Records for this task |
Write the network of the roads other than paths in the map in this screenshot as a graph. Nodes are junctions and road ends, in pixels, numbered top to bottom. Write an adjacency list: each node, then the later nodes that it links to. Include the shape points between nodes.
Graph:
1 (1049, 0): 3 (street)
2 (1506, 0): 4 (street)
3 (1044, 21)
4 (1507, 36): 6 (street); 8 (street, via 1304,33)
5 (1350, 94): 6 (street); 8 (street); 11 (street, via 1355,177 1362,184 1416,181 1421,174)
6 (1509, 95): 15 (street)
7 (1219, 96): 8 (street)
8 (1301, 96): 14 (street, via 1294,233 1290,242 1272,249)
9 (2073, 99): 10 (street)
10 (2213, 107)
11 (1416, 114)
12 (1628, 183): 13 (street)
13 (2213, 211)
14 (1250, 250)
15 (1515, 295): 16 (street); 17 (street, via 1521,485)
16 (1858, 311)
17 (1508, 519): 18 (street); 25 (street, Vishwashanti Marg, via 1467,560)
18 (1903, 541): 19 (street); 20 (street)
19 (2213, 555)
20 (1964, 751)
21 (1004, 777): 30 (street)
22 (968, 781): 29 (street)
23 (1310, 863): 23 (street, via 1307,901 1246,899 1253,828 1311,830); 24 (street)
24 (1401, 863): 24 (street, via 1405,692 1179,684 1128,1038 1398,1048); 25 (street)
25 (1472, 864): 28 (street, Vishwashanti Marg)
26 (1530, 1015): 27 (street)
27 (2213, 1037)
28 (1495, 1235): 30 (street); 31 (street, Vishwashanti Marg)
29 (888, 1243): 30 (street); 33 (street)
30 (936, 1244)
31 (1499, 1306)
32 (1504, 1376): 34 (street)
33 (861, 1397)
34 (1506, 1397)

Task instructions | Output every record in full, exactly as it was given.

Answer area |
Write the network of the roads other than paths in the map in this screenshot as a graph. Nodes are junctions and road ends, in pixels, numbered top to bottom. Write an adjacency list: each node, then the later nodes that it links to. Include the shape points between nodes.
Graph:
1 (1049, 0): 3 (street)
2 (1506, 0): 4 (street)
3 (1044, 21)
4 (1507, 36): 6 (street); 8 (street, via 1304,33)
5 (1350, 94): 6 (street); 8 (street); 11 (street, via 1355,177 1362,184 1416,181 1421,174)
6 (1509, 95): 15 (street)
7 (1219, 96): 8 (street)
8 (1301, 96): 14 (street, via 1294,233 1290,242 1272,249)
9 (2073, 99): 10 (street)
10 (2213, 107)
11 (1416, 114)
12 (1628, 183): 13 (street)
13 (2213, 211)
14 (1250, 250)
15 (1515, 295): 16 (street); 17 (street, via 1521,485)
16 (1858, 311)
17 (1508, 519): 18 (street); 25 (street, Vishwashanti Marg, via 1467,560)
18 (1903, 541): 19 (street); 20 (street)
19 (2213, 555)
20 (1964, 751)
21 (1004, 777): 30 (street)
22 (968, 781): 29 (street)
23 (1310, 863): 23 (street, via 1307,901 1246,899 1253,828 1311,830); 24 (street)
24 (1401, 863): 24 (street, via 1405,692 1179,684 1128,1038 1398,1048); 25 (street)
25 (1472, 864): 28 (street, Vishwashanti Marg)
26 (1530, 1015): 27 (street)
27 (2213, 1037)
28 (1495, 1235): 30 (street); 31 (street, Vishwashanti Marg)
29 (888, 1243): 30 (street); 33 (street)
30 (936, 1244)
31 (1499, 1306)
32 (1504, 1376): 34 (street)
33 (861, 1397)
34 (1506, 1397)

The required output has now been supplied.